Jamie Boyle on the cognitive bias against open systems

By Howard Rheingold, published at 10 May 2007 - 8:12pm, last updated 10 years 40 weeks ago.

(via boingboing)

Jamie Boyle, co-founder of the Center for the Study of the Public Domain, is always worth paying attention to (c.f., The Second Enclosure Movement). Now he's written about the cognitive bias he has detected against open systems. The periodic diatribes about Wikipedia, the conflation of collectivism and collective action, the war against net neutrality all reflect this mindset:

Studying intellectual property and the internet has convinced me that we have another cognitive bias. Call it the openness aversion. We are likely to undervalue the importance, viability and productive power of open systems, open networks and non-proprietary production. Test yourself on the following questions. In each case, it is 1991 and I have removed from you all knowledge of the past 15 years.

You have to design a global computer network.
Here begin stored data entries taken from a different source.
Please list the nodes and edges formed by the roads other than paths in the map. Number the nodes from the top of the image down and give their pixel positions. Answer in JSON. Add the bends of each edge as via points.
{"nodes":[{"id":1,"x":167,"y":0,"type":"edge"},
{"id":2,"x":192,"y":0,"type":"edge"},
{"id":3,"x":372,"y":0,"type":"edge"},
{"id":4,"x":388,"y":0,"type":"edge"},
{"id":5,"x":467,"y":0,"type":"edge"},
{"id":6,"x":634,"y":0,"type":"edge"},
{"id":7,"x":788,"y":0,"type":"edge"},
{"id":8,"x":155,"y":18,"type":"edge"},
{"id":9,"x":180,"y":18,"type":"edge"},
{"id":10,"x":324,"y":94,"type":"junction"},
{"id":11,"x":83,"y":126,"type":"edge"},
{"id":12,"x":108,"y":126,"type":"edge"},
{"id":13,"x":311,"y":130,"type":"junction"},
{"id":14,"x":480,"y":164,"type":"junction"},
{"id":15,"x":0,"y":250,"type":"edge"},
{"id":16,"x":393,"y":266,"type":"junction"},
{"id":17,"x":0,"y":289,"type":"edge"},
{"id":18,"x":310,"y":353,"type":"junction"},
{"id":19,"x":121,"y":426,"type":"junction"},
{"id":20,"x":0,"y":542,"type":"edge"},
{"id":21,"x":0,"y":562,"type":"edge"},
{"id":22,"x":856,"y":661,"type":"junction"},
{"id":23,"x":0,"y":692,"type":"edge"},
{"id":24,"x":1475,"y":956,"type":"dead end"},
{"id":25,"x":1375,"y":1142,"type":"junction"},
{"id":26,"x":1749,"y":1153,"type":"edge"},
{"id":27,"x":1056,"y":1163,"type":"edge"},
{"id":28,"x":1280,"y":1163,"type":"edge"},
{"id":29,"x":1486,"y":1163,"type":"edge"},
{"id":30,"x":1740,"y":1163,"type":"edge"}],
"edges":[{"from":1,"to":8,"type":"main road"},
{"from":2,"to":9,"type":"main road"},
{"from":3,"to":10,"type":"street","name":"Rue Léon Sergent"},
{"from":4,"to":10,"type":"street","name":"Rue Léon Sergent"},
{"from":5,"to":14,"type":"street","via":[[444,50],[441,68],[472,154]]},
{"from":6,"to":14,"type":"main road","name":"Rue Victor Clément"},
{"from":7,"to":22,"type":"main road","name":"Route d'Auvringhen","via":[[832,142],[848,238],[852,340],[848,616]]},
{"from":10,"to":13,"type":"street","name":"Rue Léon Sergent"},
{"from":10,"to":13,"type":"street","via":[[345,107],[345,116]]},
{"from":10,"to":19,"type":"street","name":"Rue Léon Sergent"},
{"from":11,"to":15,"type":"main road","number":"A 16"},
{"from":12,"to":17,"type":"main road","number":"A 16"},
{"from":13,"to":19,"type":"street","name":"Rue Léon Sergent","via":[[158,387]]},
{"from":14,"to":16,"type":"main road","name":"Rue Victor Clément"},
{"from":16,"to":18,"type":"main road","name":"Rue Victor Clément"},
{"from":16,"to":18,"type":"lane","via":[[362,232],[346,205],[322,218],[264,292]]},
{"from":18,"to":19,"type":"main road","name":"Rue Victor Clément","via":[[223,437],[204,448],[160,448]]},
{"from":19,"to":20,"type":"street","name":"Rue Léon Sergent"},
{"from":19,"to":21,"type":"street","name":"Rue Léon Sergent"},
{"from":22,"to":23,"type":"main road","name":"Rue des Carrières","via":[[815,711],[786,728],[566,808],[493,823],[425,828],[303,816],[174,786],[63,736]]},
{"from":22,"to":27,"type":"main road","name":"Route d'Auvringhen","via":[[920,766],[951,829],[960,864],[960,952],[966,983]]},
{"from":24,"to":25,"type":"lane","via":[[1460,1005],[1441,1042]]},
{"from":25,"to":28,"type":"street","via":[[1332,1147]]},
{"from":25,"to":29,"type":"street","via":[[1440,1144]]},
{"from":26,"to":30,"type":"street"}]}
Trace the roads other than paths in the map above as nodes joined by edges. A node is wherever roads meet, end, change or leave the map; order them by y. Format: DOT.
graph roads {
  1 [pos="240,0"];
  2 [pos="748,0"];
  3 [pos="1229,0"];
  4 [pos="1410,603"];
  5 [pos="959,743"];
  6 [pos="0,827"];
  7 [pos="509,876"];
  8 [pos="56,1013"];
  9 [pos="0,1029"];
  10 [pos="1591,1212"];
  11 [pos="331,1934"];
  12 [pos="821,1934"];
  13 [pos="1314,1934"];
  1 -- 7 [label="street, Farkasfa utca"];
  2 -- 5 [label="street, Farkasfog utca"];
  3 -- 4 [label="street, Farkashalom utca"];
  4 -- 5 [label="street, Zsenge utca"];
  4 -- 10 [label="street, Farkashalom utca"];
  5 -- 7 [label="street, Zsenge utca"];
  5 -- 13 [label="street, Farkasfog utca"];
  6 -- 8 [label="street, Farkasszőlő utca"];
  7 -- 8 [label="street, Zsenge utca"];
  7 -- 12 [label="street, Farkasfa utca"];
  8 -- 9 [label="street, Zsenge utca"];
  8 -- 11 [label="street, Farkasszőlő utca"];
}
One group of scientists describes a system that is fundamentally open – open protocols and systems so anyone could connect to it and offer information or products to the world. Another group – scholars, businessmen, bureaucrats – points out the problems. Anyone could connect to it. They could do anything. There would be porn, piracy, viruses and spam. Terrorists could put up videos glorifying themselves. Your activist neighbour could compete with The New York Times in documenting the Iraq war. Better to have a well-managed system, in which official approval is required to put up a site; where only a few actions are permitted; where most of us are merely recipients of information; where spam, viruses, piracy (and innovation and anonymous speech) are impossible. Which would you have picked?